Tomorrow I will be in a meeting all morning. It’s due to last from 9 – 12:15 and will include just one comfort break. So expect my next post (tomorrow or a week on Friday depending on my mood) to be filled with complaints about the back pain AGAIN – I generally try to get up and move around every half hour or so and it still hurts like hell by the end of the week.

Monday, 1 July 2019

Yet another nother Monday

I’m not going to try to excuse disappearing last week because I’ve reached such a level of unreliability you’re probably more surprised when I do post. Thursday I worked from home. Friday I worked from home. On neither day did I walk. Saturday was summer here in Wales. It hit about 28 in my corner of the countryside. Because it was summer I walked and then christened a brand new barbecue, using it twice – in the morning I cooked up some meat to eat cold during the week (so I had a chance to try it out without the pressure of timing a meal) and then again in the evening for dinner. I actually cooked a whole chicken on it in the morning – which was delicious – but it took an hour and a quarter and because of the new bbq I monitored it constantly, and because I’m very stupid I did so without sun screen. So I got sunburnt. The back of my neck was the area most affected and it happens to be exactly where the top of my rucksack rubs when I put it on / take it off – and exactly where it rests while I’m walking. So that’s nice. And it gave me some trouble sleeping Saturday & last night too. I’m telling you that for information, not for sympathy, since I accept that you don’t get sympathy for self-inflicted injuries.

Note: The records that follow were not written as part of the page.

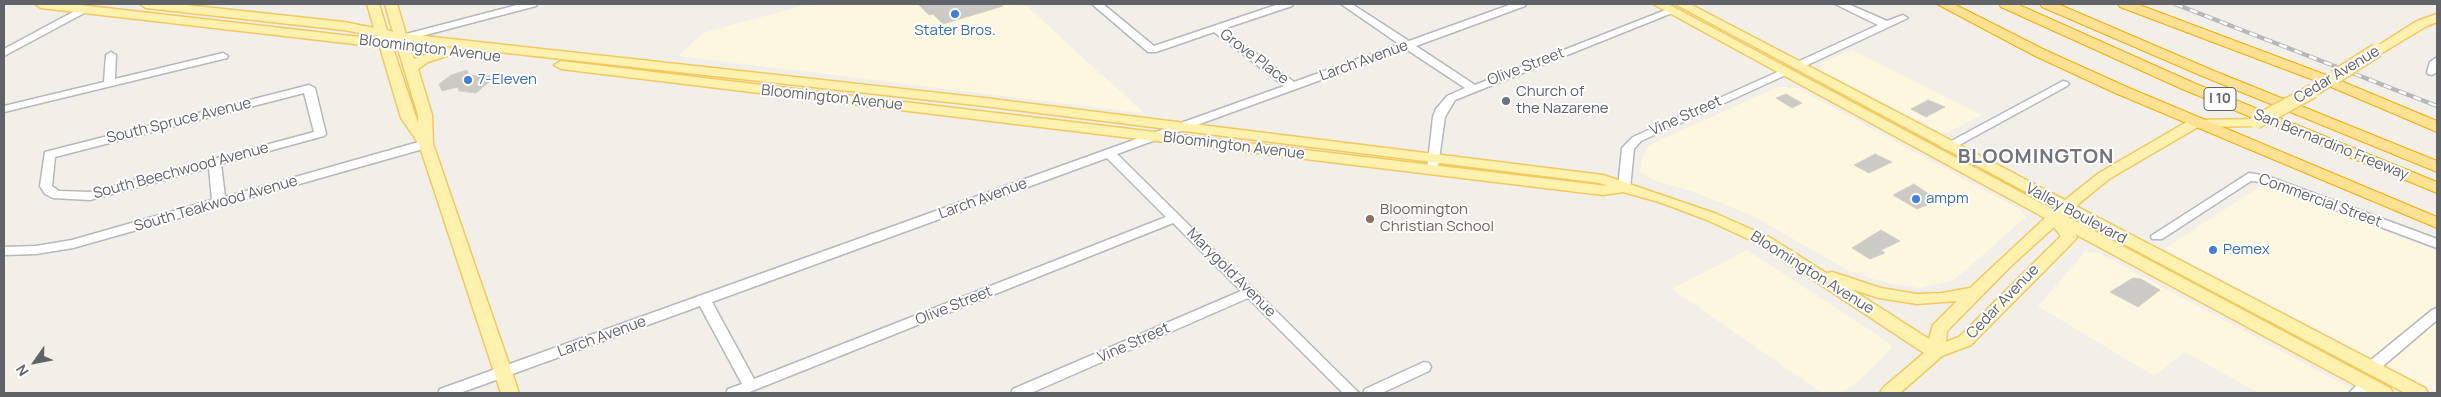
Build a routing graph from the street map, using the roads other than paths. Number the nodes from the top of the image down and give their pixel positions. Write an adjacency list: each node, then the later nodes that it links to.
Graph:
1 (41, 4): 17 (main road, Bloomington Avenue)
2 (146, 4): 21 (main road, Bloomington Avenue)
3 (391, 4): 24 (main road)
4 (532, 4): 24 (street)
5 (1097, 4): 22 (street)
6 (1288, 4): 22 (street)
7 (1346, 4): 25 (street)
8 (1521, 4): 25 (street, Larch Avenue)
9 (1659, 4): 15 (main road, Valley Boulevard)
10 (1840, 4): 20 (street)
11 (1944, 4): 45 (highway)
12 (2006, 4): 57 (highway, San Bernardino Freeway / I 10)
13 (2047, 4): 55 (highway, San Bernardino Freeway / I 10)
14 (2125, 4): 36 (highway)
15 (1676, 7): 32 (main road, Valley Boulevard); 41 (street, Olive Street)
16 (375, 8): 21 (main road); 23 (main road)
17 (84, 9): 23 (main road, Bloomington Avenue); 27 (street)
18 (1903, 18): 20 (street, Vine Street)
19 (2437, 18): 36 (main road, Cedar Avenue, bridge)
20 (1886, 25): 32 (street, Vine Street)
21 (344, 26): 23 (main road, Bloomington Avenue)
22 (1215, 28): 39 (street, Grove Place)
23 (384, 38): 24 (main road, Bloomington Avenue); 49 (main road)
24 (403, 42): 26 (main road, Bloomington Avenue); 31 (main road); 34 (main road, Bloomington Avenue)
25 (1406, 45): 39 (street, Larch Avenue); 41 (street)
26 (448, 52): 31 (main road); 35 (main road, Bloomington Avenue)
27 (4, 53)
28 (111, 55): 37 (street)
29 (223, 56): 37 (street)
30 (2437, 60): 33 (street)
31 (412, 67): 49 (main road)
32 (1791, 69): 50 (main road, Valley Boulevard); 56 (street, Vine Street); 59 (main road, Valley Boulevard)
33 (2432, 72)
34 (723, 74): 35 (main road); 42 (main road, Bloomington Avenue)
35 (651, 76): 43 (main road, Bloomington Avenue)
36 (2332, 79): 45 (main road, Cedar Avenue, bridge); 47 (highway)
37 (109, 84): 44 (street)
38 (2063, 84): 50 (street)
39 (1293, 87): 46 (street, Larch Avenue)
40 (309, 88): 52 (street, South Spruce Avenue); 53 (street, South Beechwood Avenue)
41 (1472, 88): 54 (street, Olive Street)
42 (881, 91): 43 (main road); 46 (main road, Bloomington Avenue)
43 (872, 103): 48 (main road, Bloomington Avenue)
44 (4, 109)
45 (2195, 123): 59 (main road, Cedar Avenue); 61 (highway)
46 (1182, 128): 48 (street, Larch Avenue); 54 (main road, Bloomington Avenue)
47 (2437, 128)
48 (1155, 137): 51 (street, Larch Avenue); 54 (main road, Bloomington Avenue)
49 (426, 144): 58 (street, South Teakwood Avenue); 72 (main road)
50 (1948, 146): 59 (main road, Valley Boulevard)
51 (1109, 153): 60 (street, Marygold Avenue); 68 (street, Larch Avenue)
52 (49, 155): 53 (street, South Beechwood Avenue)
53 (215, 163): 58 (street)
54 (1434, 164): 56 (main road, Bloomington Avenue)
55 (2437, 167)
56 (1624, 188): 65 (main road, Bloomington Avenue)
57 (2437, 188)
58 (219, 203): 64 (street, South Teakwood Avenue)
59 (2060, 213): 67 (main road, Cedar Avenue); 70 (main road, Cedar Avenue); 73 (main road, Valley Boulevard)
60 (1175, 218): 66 (street, Marygold Avenue); 74 (street, Olive Street)
61 (2437, 223)
62 (2157, 236): 63 (street, Commercial Street)
63 (2437, 244)
64 (4, 251)
65 (1808, 268): 67 (main road); 70 (main road, Bloomington Avenue)
66 (1250, 292): 78 (street, Vine Street); 79 (street, Marygold Avenue)
67 (1977, 292): 70 (main road, Cedar Avenue)
68 (704, 300): 72 (street, Larch Avenue); 74 (street)
69 (2437, 313): 73 (street)
70 (1936, 352): 81 (main road, Cedar Avenue)
71 (1424, 367): 80 (street)
72 (503, 372): 75 (street, Larch Avenue); 76 (main road)
73 (2364, 382): 82 (main road, Valley Boulevard); 83 (main road, Valley Boulevard)
74 (751, 386): 77 (street, Olive Street)
75 (445, 393)
76 (510, 393)
77 (734, 393)
78 (1018, 393)
79 (1352, 393)
80 (1370, 393)
81 (1889, 393)
82 (2384, 393)
83 (2419, 393)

On Sunday afternoon I tried to watch a movie in a darkened room. I fell asleep for a bit and then gave up. Apart from that it was a weekend of cooking, TV, and (mostly) reading. Very quiet really, although Saturday wore me out, probably because I also got rather dehydrated and a lot more fresh air than I’m used to. In my defence, we don’t see the sun that often in Wales.

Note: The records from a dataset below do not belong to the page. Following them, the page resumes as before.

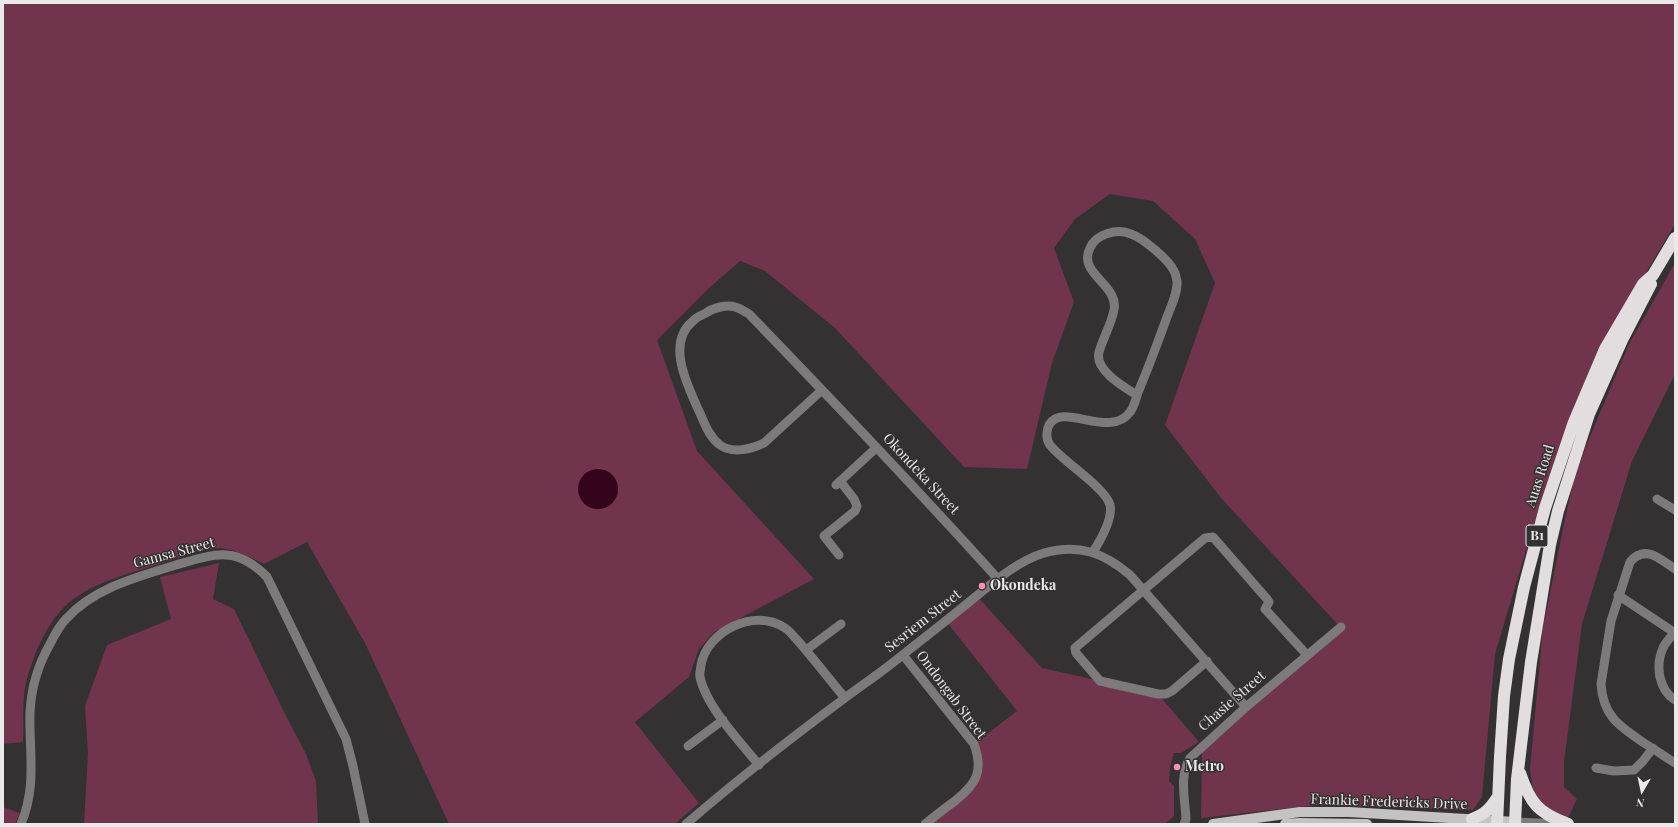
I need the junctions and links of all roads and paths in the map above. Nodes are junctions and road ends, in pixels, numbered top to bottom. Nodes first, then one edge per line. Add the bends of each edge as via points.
1 (1675, 238) edge
2 (1675, 255) edge
3 (1656, 271) junction
4 (822, 390) junction
5 (1137, 395) junction
6 (876, 448) junction
7 (1657, 499) dead end
8 (1675, 510) edge
9 (1093, 552) junction
10 (839, 555) dead end
11 (1675, 569) edge
12 (998, 579) junction
13 (1143, 590) junction
14 (1618, 595) junction
15 (841, 624) dead end
16 (1341, 627) dead end
17 (1674, 633) edge
18 (806, 650) junction
19 (903, 655) junction
20 (1307, 655) junction
21 (1207, 661) junction
22 (845, 698) junction
23 (1675, 700) edge
24 (1246, 707) junction
25 (723, 720) junction
26 (688, 746) dead end
27 (1653, 748) junction
28 (1675, 763) edge
29 (759, 765) junction
30 (1518, 768) junction
31 (1596, 768) dead end
32 (1498, 797) junction
33 (1472, 819) junction
34 (1186, 822) edge
35 (1498, 822) edge
36 (1515, 823) edge
37 (21, 824) edge
38 (365, 824) edge
39 (686, 824) edge
40 (925, 824) edge
41 (1213, 824) edge
42 (1285, 824) edge
43 (1367, 824) edge
44 (1567, 824) edge

1 - 3 highway, Auas Road / B1
2 - 3 highway
3 - 30 highway, Auas Road / B1 via 1590,414 1558,511 1530,662
3 - 32 highway, Auas Road / B1 via 1643,284 1606,349 1574,422 1544,508 1509,659 1504,696
4 - 4 street, Okondeka Street via 749,314 734,306 708,311 692,321 683,334 679,352 682,371 710,434 720,446 744,450 760,445
4 - 6 street, Okondeka Street
5 - 5 street via 1173,301 1177,283 1175,271 1150,246 1139,237 1117,231 1096,239 1089,248 1089,268 1111,292 1114,300 1112,318 1098,354 1100,364 1108,374
5 - 9 street via 1130,413 1117,421 1103,423 1058,418 1053,420 1046,432 1050,445 1103,494 1110,505 1104,532
6 - 10 street via 838,483 854,499 857,506 854,511 822,533
6 - 12 street, Okondeka Street
7 - 8 street
9 - 12 street, Sesriem Street via 1064,549 1044,553 1024,561
9 - 13 street, Sesriem Street via 1122,568
11 - 14 street via 1648,553 1634,556
12 - 19 street, Sesriem Street
13 - 20 street via 1205,538 1213,537 1267,599 1269,602 1265,609
13 - 21 street, Sesriem Street
13 - 21 street via 1075,648 1076,653 1094,675 1100,681 1166,694
14 - 17 street
14 - 27 street via 1604,661 1601,684 1603,701 1620,728
15 - 18 street
16 - 20 street, Chasie Street
17 - 23 street via 1663,647 1659,671 1663,688
18 - 22 street
18 - 25 street via 785,628 761,620 745,621 717,637 703,656 700,675 704,693
19 - 22 street, Sesriem Street
19 - 40 street, Ondongab Street via 974,744 979,762 975,781 968,790
20 - 24 street, Chasie Street
21 - 24 street, Sesriem Street
22 - 29 street, Sesriem Street
24 - 34 street, Chasie Street via 1196,752 1185,766 1183,782
25 - 26 street
25 - 29 street
27 - 28 street
27 - 31 street via 1634,770 1614,771
29 - 39 street, Sesriem Street
30 - 36 highway, Auas Road / B1
30 - 44 highway via 1525,790 1536,806 1547,815
32 - 33 highway via 1490,810
32 - 35 highway, Auas Road / B1
33 - 35 main road, Frankie Fredericks Drive
33 - 41 main road, Frankie Fredericks Drive via 1300,812
35 - 36 main road, Frankie Fredericks Drive
36 - 44 street
37 - 38 street, Gamsa Street via 26,813 32,774 32,693 44,654 65,620 91,598 121,582 221,553 256,566 267,577 346,739
42 - 43 main road, Frankie Fredericks Drive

Today I went into the office, which meant being very uncomfortable walking to the station (rucksack-related), walking to the office (ditto) and walking around town at lunchtime visiting multiple establishments to try to shop, none of which proved productive. Hopefully by tomorrow the burned skin will be past caring. In a way it makes a nice change to be complaining about something other than my back (although that was killing me all of Saturday and most of Sunday – so the status quo remains quo)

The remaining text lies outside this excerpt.